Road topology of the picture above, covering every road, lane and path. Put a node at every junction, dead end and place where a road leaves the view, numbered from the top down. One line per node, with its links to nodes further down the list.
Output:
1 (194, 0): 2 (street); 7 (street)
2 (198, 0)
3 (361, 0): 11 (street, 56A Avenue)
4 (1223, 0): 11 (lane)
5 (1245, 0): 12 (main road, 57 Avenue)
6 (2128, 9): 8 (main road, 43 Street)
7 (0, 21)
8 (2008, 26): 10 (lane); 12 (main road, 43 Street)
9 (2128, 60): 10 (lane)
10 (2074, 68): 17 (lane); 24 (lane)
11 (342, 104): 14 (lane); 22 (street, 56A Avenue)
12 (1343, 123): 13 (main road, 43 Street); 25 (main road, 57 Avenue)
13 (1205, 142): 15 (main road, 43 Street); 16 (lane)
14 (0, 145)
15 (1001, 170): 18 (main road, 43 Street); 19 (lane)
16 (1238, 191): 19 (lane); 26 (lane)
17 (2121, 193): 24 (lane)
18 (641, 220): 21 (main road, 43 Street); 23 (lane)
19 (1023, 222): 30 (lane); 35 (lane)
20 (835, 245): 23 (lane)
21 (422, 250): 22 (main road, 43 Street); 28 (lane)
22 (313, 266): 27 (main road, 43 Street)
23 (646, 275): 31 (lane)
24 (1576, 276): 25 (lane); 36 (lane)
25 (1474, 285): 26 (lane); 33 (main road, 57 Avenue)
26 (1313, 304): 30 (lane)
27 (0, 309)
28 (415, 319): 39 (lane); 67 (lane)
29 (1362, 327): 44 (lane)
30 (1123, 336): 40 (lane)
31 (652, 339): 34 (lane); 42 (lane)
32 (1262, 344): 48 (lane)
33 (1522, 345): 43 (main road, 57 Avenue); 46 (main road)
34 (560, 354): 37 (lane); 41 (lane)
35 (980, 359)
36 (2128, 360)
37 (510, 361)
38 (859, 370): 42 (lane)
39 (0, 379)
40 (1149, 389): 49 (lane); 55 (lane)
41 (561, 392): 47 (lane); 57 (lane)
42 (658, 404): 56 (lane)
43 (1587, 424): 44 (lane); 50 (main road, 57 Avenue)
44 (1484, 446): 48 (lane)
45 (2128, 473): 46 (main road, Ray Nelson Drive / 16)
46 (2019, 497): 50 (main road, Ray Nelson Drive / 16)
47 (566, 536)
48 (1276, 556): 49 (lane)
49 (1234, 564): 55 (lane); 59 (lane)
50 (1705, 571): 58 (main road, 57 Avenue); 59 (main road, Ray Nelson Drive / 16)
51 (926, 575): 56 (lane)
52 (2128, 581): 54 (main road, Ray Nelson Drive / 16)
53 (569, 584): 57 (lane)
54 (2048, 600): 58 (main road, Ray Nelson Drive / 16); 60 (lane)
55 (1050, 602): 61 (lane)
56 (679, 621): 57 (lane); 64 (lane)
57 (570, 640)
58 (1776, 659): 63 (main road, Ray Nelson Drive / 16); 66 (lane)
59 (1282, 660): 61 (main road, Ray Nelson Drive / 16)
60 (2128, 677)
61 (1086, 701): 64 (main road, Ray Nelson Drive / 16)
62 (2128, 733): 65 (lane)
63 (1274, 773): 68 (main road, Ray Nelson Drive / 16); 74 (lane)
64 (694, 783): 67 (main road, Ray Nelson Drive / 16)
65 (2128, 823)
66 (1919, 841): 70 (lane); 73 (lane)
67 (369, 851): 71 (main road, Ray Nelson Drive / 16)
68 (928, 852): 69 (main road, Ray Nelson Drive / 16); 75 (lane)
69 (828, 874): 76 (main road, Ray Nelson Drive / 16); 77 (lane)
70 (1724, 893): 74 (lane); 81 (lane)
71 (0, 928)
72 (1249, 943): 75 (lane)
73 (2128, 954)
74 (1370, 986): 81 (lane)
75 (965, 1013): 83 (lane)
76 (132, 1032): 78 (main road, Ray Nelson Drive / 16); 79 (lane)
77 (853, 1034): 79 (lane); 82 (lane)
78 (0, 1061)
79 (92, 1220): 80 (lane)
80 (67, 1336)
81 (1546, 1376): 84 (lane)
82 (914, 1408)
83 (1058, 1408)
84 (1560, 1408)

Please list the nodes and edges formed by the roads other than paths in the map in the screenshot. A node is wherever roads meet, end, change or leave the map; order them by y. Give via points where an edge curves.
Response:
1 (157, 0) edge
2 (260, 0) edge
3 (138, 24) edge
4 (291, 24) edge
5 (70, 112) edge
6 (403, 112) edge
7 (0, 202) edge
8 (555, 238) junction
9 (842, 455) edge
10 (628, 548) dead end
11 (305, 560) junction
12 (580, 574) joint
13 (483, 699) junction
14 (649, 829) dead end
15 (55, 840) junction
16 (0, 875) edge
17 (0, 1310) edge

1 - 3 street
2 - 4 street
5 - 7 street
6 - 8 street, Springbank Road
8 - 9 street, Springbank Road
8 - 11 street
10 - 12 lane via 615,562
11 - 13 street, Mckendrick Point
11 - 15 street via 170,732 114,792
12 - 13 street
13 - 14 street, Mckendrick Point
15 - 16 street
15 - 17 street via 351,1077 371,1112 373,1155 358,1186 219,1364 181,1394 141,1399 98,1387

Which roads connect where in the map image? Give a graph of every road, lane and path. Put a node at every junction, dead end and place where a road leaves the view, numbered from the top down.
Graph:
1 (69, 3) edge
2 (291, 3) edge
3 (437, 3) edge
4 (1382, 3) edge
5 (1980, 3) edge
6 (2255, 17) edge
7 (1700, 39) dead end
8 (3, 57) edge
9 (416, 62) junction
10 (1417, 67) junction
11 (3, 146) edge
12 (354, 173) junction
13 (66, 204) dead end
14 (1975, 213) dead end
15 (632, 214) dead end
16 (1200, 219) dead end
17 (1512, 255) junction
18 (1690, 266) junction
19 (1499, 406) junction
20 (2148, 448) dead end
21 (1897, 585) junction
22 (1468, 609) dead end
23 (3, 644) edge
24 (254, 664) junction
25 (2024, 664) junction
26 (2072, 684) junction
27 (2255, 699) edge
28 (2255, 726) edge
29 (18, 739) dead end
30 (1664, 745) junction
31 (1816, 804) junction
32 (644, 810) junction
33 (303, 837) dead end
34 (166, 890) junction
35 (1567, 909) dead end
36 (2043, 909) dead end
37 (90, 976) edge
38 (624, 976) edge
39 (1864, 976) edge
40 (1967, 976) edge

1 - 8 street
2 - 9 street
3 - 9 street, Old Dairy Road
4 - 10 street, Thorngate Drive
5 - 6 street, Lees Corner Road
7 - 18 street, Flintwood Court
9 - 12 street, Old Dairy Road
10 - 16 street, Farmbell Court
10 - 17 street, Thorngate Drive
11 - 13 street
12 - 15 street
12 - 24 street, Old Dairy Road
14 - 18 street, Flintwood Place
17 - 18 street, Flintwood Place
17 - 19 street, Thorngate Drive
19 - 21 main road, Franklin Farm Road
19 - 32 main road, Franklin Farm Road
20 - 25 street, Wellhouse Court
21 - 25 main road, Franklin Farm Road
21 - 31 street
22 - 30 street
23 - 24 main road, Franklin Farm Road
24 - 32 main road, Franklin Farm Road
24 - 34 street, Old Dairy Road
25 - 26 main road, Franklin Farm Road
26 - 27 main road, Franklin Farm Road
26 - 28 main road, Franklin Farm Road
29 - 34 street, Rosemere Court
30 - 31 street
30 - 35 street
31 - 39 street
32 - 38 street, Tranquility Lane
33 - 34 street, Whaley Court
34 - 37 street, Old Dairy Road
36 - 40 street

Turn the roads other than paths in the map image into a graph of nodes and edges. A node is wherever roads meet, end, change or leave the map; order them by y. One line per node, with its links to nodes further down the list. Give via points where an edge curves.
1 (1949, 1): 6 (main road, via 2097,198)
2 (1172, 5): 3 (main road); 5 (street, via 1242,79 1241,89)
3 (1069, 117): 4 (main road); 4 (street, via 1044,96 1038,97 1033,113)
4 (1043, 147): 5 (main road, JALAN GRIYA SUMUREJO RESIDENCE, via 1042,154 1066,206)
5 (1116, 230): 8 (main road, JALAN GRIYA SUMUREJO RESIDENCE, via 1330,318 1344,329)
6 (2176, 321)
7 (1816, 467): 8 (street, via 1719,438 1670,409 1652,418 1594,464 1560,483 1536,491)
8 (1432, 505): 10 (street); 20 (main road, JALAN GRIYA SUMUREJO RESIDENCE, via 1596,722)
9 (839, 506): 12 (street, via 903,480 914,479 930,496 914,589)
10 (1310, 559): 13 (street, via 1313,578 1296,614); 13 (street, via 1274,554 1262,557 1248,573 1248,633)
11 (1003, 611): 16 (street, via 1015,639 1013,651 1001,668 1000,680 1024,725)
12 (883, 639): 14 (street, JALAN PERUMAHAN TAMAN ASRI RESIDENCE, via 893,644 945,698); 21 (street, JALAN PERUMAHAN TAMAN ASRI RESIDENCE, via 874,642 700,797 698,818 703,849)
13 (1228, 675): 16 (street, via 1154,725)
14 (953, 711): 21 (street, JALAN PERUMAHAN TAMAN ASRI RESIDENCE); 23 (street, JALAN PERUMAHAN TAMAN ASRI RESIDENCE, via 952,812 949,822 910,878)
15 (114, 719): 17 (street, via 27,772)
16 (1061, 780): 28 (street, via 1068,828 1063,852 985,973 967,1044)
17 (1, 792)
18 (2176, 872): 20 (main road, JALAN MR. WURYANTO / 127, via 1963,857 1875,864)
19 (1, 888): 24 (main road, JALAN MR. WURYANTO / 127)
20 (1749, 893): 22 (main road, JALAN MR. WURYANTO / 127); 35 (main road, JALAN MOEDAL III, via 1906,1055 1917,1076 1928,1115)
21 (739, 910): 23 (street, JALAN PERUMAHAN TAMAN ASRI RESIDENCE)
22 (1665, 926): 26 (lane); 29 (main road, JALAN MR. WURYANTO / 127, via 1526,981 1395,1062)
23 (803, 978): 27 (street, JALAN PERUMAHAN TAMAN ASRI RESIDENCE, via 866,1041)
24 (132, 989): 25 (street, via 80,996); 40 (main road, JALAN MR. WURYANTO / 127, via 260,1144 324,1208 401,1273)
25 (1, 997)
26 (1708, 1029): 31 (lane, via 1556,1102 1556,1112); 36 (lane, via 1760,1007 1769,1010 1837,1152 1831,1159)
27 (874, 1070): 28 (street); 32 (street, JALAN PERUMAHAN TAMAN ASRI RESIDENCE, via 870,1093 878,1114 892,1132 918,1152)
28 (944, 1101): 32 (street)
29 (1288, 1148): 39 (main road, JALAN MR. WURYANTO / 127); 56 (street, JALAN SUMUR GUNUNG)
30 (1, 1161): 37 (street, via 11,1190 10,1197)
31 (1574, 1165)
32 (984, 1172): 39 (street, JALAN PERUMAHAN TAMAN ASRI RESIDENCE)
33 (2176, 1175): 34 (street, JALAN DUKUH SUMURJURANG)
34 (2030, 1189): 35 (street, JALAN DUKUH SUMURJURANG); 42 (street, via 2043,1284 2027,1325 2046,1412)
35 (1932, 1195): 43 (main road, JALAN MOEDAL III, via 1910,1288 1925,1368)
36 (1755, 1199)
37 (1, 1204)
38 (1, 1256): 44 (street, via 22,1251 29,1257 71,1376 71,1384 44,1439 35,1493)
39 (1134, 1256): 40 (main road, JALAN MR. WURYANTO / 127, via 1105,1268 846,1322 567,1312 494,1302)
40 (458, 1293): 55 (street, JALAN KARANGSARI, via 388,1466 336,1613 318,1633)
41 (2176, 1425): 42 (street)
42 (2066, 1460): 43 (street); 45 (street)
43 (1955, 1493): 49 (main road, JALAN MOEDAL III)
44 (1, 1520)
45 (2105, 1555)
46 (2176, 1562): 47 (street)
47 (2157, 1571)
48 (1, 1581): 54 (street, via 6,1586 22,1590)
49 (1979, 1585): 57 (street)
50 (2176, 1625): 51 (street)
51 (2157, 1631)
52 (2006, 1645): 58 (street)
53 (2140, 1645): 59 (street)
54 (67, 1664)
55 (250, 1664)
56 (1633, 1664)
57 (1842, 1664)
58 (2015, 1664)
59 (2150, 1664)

━━━━━━━━━━━━━━━━━━━━━━━━━━━━━━

Work task:
Return every line above that contains the word "Flintwood".

Task output:
7 - 18 street, Flintwood Court
14 - 18 street, Flintwood Place
17 - 18 street, Flintwood Place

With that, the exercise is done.